The role banks can play in advancing gender equality
What happens when a bank makes a move towards achieving greater gender parity internally, combined with a sharp focus on the ambitions set out in SDG 5? Learn more in a conversation with Laura Hemrika, Global Head Corporate Citizenship & Foundations and Patsy Doerr, Global Head of Diversity and Inclusion at Credit Suisse.
Credit Suisse is this year's host of Business Fights Poverty's flagship event at UNGA in New York – could you tell us a little more about why a bank like Credit Suisse supports these kinds of initiatives?
Patsy Doerr (PD): At Credit Suisse, we believe that it is in the interest of both our organization and our clients for us to develop and support measures that contribute to a more sustainable and inclusive economy. Since the introduction of the SDGs by the UN, we have been pursuing activities designed to contribute to the realization of the goals in our role as a global financial institution, as a financial intermediary and employer and through corporate citizenship.
Laura Hemrika (LH): Our global initiatives in the areas of financial inclusion and education are designed to promote inclusive growth and social development through partnerships with organizations across different sectors of society. For example, in the area of financial inclusion, investments are designed to provide economically disadvantaged people with access to financial services. The combination of financial support from Credit Suisse and skills-based volunteering by our employees allows our partners to generate greater impact.
Gender is a big focus for Credit Suisse and SDG 5 sets out an aim for gender equality – can you share some more on this?
PD: Credit Suisse's gender equality – and more broadly our diversity and inclusion agenda – is a key focus area both internally as well as in our social impact programs.
For example, our Real Returns program for women provides talented and experienced professionals (not necessarily from the finance sector) who have taken an extended career break, an opportunity to transition back into the workplace through a structured 6-month program. By the end of 2018, the program has seen the participation of 295 professionals in 17 classes since its launch in 2014, and over 60% of participants obtained a permanent position at Credit Suisse.
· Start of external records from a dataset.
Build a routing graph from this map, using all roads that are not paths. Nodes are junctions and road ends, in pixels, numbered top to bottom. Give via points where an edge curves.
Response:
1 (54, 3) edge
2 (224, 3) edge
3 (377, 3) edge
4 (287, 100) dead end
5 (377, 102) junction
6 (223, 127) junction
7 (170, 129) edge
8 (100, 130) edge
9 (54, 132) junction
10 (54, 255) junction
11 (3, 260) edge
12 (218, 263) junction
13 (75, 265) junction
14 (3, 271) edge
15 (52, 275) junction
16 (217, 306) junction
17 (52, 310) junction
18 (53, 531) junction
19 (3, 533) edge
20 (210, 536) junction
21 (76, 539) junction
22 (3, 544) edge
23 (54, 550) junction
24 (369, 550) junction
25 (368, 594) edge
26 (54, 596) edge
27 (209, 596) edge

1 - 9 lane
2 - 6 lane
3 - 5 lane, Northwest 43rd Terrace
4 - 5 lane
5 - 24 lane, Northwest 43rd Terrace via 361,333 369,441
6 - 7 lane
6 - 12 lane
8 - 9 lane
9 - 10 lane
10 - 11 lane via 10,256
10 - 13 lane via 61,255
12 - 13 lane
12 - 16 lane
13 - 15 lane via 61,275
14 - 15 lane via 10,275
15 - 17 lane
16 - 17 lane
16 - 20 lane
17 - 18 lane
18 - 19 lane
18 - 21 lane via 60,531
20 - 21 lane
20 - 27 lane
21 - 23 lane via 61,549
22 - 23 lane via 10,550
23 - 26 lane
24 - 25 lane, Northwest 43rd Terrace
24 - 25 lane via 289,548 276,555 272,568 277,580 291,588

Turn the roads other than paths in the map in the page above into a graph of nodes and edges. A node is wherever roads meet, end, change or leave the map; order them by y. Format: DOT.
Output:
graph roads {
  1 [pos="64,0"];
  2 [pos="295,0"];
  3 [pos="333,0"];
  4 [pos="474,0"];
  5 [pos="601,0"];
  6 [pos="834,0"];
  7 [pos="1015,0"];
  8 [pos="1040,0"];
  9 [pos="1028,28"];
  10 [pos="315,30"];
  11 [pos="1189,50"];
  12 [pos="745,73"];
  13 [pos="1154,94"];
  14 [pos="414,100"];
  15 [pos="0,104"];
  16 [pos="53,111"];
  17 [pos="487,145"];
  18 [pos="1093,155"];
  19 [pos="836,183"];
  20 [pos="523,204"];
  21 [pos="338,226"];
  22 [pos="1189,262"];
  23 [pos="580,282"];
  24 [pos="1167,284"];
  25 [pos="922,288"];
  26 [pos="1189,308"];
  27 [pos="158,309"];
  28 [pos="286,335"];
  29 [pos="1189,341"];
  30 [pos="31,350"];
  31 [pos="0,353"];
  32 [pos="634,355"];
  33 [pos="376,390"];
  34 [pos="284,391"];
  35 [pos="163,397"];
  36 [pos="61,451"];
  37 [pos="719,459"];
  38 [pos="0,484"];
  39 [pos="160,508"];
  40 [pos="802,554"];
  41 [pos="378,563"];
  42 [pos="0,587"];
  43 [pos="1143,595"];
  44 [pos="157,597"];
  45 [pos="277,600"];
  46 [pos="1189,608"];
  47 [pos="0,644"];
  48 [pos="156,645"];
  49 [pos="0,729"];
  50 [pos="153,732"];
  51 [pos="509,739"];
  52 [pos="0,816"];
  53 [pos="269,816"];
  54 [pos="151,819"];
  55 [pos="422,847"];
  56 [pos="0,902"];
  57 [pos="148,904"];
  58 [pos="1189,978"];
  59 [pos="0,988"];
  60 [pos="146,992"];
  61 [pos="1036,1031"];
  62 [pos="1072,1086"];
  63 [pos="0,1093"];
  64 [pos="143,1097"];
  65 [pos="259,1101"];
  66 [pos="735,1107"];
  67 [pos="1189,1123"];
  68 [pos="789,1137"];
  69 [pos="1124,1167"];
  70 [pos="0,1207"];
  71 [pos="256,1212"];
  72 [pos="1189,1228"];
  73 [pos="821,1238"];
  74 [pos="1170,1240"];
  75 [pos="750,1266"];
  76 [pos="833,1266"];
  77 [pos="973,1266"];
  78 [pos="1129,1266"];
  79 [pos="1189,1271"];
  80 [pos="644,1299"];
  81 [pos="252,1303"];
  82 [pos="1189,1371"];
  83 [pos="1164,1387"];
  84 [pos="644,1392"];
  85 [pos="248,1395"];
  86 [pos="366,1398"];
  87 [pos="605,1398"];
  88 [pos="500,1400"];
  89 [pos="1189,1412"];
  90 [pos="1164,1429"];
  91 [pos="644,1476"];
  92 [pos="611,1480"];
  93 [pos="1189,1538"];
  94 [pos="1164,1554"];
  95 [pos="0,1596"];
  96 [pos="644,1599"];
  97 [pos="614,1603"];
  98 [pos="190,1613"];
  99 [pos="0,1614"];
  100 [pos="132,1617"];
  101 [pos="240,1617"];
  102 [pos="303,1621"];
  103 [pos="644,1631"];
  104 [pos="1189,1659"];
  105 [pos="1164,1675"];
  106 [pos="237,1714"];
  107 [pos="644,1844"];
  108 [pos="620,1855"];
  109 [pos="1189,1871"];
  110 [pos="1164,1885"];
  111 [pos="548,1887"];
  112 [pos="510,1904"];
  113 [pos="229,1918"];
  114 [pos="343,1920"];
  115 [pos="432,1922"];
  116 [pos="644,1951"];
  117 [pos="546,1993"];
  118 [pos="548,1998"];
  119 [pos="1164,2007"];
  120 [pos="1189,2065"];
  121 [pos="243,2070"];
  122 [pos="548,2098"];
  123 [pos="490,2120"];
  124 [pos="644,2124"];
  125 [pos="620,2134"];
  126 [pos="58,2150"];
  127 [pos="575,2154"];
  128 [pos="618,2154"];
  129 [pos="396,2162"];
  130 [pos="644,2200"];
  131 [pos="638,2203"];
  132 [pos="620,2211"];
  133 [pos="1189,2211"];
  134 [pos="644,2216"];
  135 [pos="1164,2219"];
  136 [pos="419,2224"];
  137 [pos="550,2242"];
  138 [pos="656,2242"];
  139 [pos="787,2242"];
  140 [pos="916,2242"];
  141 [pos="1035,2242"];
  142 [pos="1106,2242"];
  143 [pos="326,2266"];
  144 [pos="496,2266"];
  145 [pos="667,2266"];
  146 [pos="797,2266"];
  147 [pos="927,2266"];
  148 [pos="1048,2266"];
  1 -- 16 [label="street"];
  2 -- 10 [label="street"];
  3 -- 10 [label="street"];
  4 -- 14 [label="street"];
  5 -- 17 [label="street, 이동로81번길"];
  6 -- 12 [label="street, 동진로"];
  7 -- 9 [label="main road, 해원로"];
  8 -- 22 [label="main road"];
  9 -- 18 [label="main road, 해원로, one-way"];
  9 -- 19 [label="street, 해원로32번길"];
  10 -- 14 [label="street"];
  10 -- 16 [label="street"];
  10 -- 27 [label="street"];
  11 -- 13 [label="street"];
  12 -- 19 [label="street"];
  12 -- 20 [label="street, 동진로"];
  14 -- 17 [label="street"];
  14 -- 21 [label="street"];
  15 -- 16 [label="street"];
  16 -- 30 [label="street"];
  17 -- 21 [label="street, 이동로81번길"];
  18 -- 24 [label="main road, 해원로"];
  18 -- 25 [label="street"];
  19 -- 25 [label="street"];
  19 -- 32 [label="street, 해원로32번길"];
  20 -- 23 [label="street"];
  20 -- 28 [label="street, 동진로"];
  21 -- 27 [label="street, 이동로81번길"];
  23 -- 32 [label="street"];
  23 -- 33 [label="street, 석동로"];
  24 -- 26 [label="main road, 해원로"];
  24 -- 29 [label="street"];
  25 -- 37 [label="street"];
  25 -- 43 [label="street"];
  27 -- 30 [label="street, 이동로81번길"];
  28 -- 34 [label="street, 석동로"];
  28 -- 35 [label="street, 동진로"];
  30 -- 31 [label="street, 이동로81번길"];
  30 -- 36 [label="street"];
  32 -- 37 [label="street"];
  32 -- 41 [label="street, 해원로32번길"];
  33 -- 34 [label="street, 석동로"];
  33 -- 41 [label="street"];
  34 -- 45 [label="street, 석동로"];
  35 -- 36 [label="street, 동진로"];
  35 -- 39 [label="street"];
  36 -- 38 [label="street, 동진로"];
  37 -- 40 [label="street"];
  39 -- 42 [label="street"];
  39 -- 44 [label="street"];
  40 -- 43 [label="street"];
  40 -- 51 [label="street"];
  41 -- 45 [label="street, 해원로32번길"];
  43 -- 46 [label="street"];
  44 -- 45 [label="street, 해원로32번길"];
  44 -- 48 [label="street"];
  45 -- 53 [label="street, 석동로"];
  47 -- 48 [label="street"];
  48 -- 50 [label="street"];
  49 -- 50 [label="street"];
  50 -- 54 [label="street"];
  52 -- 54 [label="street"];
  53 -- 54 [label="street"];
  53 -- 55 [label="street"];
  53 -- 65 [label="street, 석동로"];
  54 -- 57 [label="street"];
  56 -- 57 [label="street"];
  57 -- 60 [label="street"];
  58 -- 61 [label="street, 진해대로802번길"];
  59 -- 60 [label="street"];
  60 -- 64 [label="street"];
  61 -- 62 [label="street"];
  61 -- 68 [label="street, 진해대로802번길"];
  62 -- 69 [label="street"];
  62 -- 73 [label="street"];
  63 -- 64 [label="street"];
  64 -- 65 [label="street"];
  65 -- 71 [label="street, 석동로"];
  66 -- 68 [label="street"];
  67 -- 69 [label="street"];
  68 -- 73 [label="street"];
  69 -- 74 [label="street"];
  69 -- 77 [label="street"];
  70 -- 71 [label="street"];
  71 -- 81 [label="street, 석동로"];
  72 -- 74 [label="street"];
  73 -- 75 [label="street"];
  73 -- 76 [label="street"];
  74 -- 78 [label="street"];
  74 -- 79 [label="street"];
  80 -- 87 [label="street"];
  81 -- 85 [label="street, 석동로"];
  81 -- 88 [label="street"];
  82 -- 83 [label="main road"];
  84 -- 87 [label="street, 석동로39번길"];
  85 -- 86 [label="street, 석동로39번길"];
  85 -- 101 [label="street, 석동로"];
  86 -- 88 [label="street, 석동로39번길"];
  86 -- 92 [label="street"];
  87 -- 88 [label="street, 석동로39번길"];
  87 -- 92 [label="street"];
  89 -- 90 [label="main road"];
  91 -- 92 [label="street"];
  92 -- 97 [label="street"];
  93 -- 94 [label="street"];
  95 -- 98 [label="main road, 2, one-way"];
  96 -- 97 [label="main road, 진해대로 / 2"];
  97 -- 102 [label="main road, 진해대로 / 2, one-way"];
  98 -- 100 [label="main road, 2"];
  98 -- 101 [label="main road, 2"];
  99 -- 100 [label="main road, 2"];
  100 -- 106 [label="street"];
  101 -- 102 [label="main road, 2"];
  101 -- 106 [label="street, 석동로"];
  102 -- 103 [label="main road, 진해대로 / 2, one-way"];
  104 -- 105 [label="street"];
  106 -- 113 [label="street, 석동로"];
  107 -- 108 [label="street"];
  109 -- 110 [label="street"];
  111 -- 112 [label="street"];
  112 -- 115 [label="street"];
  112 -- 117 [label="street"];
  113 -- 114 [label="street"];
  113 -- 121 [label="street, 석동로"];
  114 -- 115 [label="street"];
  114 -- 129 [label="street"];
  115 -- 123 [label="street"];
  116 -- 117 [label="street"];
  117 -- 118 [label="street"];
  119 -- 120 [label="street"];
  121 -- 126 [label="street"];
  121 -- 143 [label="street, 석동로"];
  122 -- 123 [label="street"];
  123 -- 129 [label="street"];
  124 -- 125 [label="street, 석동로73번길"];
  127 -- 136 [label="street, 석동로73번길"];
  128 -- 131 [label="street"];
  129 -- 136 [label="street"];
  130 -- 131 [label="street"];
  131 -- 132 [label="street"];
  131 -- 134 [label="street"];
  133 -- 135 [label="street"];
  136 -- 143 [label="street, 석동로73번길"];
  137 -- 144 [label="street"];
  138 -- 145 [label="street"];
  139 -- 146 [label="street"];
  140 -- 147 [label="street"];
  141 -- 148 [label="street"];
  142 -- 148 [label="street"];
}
Moreover, Credit Suisse signed the Women in Finance Charter (PDF) in June 2016 – a pledge to support the progression of women into senior roles across our UK legal entities. We have also established regional development and mentoring programs, specifically targeting the development of female talent, as e.g. the Switzerland “Mentoring Advisory Group”. Since its launch in 2009, more than 1000 employees have participated more than 750 participants have benefitted from our ‘childcare leave' coaching in all regions to provide guidance on planning for an upcoming parental leave and subsequent return to work, and to increase retention of female employees after their maternity leave.
LH: And we address female empowerment across the globe through our corporate citizenship programs. One billion women are outside the formal financial system today. Funded by the Credit Suisse Foundation, our Financial Inclusion Initiative aims to strengthen our partner organizations' ability to serve the diverse financial needs at the base of the pyramid, such as our partnership with Women's World Banking (WWB). We support their Leadership & Diversity for Innovation Program (a curriculum to deliver the tools and skills women need to advance their careers and to build greater diversity for their institutions and enhance their ability to serve the women's market).
Our Financial Education for Girls Initiative, also funded by the Foundation and delivered by our not for profit partners, aims to increase girls and young womens' financial capability and awareness of their social and economic rights, and to help girls build better futures for themselves. Our not for profit partners deliver this program in schools alongside a broader life skills curriculum, focusing in countries and locations where girls and young women are particularly disadvantaged because of their gender, socio-economic background and cultural environment. To date the initiative's focus countries are China, Brazil, India, Sri Lanka, Rwanda, Tanzania. Girls are also encouraged to start up small enterprises that will equip them with useful experience for their future livelihoods.
There is a lot of talk about the importance of embedding social impact firmly into business purpose – what does this mean to Credit Suisse?
PD: We believe that a positive impact on society and the environment can be achieved without sacrificing financial returns. We have been active in the sustainable investment space for over 16 years and continue to broaden our sustainable investment offering and align it more closely with the SDGs.
LH: Increasingly our clients look for opportunities to invest in companies and initiatives that are mindful of environmental, social and governance factors, seeing a vast transfer of wealth shift from one generation to another, a generation that is far more purpose-centric in its investment behaviors.
In our role as a fiduciary of our clients' capital, and as a global citizen, we are working to close the gaps identified by the UN SDGs. We do this by partnering with like-minded private, public and non-governmental organizations and with a dedicated team of product specialists working to innovate and deliver sustainable products and services across asset classes and themes.